(Beginning of EXTRACTED INFORMATION)
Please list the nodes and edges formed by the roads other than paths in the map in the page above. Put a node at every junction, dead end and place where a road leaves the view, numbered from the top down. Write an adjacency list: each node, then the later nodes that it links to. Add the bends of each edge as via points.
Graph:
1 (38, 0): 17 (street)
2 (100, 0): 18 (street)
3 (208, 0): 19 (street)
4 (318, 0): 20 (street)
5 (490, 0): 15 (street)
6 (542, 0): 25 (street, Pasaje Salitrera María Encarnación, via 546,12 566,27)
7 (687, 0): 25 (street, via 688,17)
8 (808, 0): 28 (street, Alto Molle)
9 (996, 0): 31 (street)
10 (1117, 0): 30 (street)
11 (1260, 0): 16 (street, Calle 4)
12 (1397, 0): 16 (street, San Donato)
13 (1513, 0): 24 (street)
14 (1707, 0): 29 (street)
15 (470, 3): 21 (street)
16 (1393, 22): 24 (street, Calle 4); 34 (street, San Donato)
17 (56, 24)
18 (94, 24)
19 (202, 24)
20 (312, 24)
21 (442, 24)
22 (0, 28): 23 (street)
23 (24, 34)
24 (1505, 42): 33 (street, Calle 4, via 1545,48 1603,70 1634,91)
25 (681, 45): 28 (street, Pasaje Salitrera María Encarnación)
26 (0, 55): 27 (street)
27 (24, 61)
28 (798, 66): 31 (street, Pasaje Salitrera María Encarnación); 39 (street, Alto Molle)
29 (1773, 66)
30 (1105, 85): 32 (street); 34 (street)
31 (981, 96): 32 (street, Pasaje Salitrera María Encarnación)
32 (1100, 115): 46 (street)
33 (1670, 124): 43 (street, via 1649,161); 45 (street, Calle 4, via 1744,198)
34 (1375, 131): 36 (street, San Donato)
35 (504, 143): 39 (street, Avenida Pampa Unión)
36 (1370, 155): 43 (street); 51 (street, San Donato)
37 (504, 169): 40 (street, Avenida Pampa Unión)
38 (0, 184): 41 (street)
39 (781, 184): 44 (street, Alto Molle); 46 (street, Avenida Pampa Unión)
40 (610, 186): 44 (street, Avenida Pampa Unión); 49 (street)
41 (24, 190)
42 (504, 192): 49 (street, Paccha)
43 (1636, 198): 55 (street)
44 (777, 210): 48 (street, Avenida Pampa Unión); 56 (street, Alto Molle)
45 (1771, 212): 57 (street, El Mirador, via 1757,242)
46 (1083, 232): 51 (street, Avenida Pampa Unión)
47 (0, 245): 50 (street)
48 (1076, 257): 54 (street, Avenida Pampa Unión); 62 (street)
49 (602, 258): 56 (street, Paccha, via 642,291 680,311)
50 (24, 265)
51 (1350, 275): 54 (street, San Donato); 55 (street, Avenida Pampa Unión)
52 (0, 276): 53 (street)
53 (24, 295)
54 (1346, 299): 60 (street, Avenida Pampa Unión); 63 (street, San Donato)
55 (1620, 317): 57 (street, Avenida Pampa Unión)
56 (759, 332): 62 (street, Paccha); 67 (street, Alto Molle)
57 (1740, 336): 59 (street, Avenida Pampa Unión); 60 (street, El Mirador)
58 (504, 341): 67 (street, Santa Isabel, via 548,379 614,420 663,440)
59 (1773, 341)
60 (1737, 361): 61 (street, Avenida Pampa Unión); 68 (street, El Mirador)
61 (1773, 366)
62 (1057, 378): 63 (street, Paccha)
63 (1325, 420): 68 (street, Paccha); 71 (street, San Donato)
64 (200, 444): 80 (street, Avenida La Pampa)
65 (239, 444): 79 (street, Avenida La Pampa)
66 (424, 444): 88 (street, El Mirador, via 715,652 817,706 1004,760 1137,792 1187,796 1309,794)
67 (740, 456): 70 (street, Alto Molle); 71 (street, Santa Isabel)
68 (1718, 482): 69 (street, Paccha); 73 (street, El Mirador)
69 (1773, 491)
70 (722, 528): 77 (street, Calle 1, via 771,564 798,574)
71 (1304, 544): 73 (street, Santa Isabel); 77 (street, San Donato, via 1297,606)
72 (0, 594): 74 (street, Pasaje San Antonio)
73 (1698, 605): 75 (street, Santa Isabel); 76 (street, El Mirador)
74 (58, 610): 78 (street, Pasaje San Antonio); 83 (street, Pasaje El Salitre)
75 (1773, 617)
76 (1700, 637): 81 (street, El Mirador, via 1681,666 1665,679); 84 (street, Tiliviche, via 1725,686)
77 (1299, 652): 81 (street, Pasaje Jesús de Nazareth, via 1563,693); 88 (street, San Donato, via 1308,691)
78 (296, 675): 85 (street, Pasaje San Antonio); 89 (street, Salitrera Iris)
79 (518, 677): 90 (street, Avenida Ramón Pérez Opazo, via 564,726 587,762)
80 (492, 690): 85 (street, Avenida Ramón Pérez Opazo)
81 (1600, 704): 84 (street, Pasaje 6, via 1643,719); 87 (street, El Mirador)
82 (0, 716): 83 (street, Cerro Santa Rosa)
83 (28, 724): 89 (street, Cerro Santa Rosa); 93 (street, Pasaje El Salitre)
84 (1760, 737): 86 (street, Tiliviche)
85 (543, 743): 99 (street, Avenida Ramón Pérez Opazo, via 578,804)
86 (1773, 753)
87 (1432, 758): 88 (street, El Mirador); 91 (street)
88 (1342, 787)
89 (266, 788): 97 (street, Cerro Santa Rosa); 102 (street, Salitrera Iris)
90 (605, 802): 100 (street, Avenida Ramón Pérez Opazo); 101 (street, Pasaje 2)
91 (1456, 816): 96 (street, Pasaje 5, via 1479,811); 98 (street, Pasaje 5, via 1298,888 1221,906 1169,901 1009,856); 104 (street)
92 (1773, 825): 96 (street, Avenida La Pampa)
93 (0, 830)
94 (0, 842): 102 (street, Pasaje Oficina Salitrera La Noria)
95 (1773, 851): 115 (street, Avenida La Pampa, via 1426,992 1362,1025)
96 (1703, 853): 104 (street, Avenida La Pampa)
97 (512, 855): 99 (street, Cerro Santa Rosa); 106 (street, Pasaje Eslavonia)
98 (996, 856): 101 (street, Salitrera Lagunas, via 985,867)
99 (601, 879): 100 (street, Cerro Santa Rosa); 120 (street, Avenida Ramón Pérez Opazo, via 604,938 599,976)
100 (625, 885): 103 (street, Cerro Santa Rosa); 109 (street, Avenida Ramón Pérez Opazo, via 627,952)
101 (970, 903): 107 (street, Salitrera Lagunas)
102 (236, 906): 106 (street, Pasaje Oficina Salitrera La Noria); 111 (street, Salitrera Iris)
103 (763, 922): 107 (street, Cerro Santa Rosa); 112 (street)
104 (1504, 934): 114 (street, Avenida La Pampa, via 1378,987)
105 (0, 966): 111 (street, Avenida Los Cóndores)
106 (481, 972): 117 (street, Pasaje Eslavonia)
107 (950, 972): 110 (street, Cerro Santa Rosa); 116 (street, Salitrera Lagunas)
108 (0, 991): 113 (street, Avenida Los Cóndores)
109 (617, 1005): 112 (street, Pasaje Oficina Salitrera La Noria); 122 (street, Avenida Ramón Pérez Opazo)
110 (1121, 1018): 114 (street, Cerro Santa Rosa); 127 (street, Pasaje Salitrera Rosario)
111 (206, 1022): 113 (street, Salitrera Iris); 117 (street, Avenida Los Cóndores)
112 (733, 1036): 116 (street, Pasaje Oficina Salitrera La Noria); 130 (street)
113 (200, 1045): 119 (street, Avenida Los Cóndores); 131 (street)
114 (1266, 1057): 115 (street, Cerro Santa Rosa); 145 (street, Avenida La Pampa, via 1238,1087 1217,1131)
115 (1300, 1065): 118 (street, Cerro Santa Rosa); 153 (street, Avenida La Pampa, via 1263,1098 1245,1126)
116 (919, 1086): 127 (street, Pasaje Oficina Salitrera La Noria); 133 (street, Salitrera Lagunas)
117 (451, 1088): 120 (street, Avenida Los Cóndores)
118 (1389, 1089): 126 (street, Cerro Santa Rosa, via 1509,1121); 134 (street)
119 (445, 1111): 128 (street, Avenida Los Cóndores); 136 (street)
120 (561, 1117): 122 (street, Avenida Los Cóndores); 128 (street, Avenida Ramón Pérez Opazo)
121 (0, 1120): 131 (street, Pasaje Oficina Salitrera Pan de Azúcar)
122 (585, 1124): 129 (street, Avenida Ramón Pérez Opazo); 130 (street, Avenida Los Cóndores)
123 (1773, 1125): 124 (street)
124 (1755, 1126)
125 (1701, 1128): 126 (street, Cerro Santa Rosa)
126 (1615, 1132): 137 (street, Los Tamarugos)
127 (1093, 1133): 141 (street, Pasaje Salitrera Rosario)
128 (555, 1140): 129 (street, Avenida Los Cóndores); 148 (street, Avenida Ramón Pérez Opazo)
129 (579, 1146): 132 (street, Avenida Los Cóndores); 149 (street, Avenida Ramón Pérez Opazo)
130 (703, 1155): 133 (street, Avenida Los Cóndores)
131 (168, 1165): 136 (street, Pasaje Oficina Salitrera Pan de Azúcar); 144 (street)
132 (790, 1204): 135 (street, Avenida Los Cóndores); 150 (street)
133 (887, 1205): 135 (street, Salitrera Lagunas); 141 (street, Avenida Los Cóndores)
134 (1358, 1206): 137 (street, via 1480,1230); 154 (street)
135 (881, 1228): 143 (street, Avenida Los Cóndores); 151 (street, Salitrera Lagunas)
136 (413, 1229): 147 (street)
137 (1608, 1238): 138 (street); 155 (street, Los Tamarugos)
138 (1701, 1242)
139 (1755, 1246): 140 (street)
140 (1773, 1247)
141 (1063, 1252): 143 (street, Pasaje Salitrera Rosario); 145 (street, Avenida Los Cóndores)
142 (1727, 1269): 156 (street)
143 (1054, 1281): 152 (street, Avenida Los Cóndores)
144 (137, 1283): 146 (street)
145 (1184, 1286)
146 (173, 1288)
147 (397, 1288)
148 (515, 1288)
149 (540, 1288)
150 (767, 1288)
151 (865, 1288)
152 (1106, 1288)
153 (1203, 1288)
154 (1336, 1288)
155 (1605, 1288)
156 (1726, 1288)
(End of EXTRACTED INFORMATION)
[DIRECTIONS FOR THIS TASK]:
Each line of the entries above that contains "María" must be copied into the answer.

[ANSWER TO THIS TASK]:
6 (542, 0): 25 (street, Pasaje Salitrera María Encarnación, via 546,12 566,27)
25 (681, 45): 28 (street, Pasaje Salitrera María Encarnación)
28 (798, 66): 31 (street, Pasaje Salitrera María Encarnación); 39 (street, Alto Molle)
31 (981, 96): 32 (street, Pasaje Salitrera María Encarnación)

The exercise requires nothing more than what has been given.